Time Out in Tobermory

Photo: Ever-changing: the start of another new and different day.


Isle of Iona, Scotland

It’s been three weeks to the day since setting foot on Scottish soil. The daily rhythm of life and work has gradually fallen into measured steps. The passing of time is marked by the toll of the abbey bell and the appearance of budding flowers and trees as Spring advances. I also realise that since arriving on the island, I have only travelled by foot.



Photos: 1. Daffodils in the early morning light 2. The budding Horse Chesnut trees erupting into life


In the early morning light, walking from my house in the village to the abbey, it is often only the sounds of the sea lapping on the shore, the sweet twitter of birdsong (yes, the real life original type of twitter) and lambs bleating that pierce the stillness.

Sometimes, as my footfall wakes a flock of wild geese, there is also the gentle beating of multiple wings during a hasty take-off.

I love this time of day and often pause to watch the colours of the new day, the light, the sky and clouds; and every time, gratitude wells up and I think somewhat incredulously: “Here I am – living out daily my own, my very own, abbey experience!”

In the afternoon, I will be crossing over to the neighbouring Isle of Mull and travelling the length of the island, to stay the night in Tobermory, as I have a half-day and a full-day off that coincide.

It’s like I am putting my nun-thing on hold because I will be visiting the hairdresser, the whisky distillery and having lunch at the posh Western Isles Hotel. Excitement is rising along with that bright morning sun.


Photo: On the bus: the snow-dusted hills of Mull



Craignure, Isle of Mull, Scotland

I board the 495 bus at Craignure for the third leg of the journey. I squeeze past a lady in a wheel chair and another with the most enormous shopping buggy I have ever seen. The bus is almost full and is alive with spirited chatter. There is such a comfortable familiarity, as most people board and greet the bus driver, and each other by name.

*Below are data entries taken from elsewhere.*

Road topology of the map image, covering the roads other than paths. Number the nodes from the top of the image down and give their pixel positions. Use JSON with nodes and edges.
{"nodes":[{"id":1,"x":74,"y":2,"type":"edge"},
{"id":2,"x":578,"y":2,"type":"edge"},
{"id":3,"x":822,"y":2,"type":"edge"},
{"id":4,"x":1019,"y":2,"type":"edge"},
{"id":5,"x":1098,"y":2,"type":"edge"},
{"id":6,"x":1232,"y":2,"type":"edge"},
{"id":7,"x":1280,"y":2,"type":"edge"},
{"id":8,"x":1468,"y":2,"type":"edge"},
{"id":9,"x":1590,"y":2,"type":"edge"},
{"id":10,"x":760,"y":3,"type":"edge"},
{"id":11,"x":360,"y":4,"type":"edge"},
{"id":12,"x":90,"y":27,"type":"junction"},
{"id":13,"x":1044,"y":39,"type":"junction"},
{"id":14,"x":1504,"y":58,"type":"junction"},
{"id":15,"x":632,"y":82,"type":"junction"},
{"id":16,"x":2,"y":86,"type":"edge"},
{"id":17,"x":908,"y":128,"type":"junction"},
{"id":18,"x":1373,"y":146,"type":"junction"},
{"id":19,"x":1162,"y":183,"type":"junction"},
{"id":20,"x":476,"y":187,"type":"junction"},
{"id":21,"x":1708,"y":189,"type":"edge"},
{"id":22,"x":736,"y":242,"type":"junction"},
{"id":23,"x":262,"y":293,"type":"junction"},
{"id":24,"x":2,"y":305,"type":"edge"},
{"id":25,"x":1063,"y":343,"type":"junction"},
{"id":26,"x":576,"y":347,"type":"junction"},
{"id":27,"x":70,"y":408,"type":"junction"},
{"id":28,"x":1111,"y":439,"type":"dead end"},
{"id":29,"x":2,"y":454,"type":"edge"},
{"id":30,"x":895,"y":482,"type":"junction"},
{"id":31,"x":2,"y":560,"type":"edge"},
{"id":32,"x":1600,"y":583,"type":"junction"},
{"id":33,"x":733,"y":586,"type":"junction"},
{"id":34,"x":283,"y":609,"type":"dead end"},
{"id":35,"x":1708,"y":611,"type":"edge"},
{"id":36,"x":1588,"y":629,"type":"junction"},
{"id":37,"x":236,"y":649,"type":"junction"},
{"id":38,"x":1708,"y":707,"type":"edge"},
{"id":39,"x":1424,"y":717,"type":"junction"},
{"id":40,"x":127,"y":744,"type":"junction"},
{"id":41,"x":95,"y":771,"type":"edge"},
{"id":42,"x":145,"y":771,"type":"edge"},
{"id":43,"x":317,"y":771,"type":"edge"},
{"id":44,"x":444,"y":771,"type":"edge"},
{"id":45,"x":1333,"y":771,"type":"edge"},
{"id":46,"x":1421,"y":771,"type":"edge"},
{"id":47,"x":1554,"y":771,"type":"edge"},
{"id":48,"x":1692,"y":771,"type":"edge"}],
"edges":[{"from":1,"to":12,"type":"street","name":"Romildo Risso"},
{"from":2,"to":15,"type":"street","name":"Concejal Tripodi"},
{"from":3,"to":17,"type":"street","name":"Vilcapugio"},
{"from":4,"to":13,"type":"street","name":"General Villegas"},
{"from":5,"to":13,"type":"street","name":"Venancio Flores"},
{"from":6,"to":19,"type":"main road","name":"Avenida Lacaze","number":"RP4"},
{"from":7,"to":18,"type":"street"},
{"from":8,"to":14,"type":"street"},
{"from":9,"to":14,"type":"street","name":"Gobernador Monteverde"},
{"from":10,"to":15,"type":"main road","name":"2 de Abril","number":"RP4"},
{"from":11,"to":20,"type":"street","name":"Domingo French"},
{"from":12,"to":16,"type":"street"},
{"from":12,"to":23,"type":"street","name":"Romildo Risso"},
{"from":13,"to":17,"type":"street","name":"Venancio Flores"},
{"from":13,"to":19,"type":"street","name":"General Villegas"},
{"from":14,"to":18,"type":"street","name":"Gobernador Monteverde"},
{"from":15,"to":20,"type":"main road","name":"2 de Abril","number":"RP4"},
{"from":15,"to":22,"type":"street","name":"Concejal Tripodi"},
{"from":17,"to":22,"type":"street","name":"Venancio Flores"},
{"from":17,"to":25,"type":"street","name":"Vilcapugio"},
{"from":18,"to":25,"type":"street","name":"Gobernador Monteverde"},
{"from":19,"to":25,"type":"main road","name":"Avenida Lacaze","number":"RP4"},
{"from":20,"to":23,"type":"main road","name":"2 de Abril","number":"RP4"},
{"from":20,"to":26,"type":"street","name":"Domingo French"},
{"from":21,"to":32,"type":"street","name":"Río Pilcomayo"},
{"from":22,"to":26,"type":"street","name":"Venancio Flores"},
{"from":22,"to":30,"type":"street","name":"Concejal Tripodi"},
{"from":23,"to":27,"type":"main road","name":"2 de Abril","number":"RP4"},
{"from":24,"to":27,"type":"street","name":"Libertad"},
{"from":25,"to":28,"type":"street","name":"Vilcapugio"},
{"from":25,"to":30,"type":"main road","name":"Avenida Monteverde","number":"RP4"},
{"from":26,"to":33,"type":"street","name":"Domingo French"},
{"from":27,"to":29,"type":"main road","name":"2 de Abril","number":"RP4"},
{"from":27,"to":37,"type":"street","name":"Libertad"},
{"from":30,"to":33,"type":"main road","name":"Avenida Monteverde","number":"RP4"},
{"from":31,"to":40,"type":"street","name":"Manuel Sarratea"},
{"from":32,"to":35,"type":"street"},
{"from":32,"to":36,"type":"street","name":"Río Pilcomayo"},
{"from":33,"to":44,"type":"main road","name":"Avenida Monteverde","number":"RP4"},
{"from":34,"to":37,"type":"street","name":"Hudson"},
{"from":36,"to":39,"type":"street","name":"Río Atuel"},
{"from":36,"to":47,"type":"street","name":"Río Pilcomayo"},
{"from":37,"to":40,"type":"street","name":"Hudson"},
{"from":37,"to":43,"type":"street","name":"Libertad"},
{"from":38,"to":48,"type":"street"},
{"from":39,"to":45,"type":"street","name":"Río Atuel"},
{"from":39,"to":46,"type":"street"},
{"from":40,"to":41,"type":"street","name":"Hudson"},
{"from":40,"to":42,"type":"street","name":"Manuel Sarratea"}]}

“Alistair, with all this shopping, will you be kind enough to drop me around the corner at home please”.   “Ali, would you mind dropping me by the cash machine after you finish the run please”. “Alistair, I’ve left my card at home, could I fix you up in the morning?”

Listening in to several conversations, I am touched by the warm companionship of lives bound, and lived long together.

“Ooooh, Karen – did you hear the news about Moira MacDonald? I was sworn to secrecy until after 2.30 yesterday afternoon. She and Donald were married after 25 years of livin’ together. They were heading away last night with Calum and Shona. Aye, there’s hope for us all, she being 73 years old and all.”

“I did hear the news from Moira herself and she also swore me to secrecy”! This is followed by much mirth and humorous banter as others confessed to also being in on the “secret”. This sets Kirsty Featherstone (I quickly get to know all their names) off into a coughing fit.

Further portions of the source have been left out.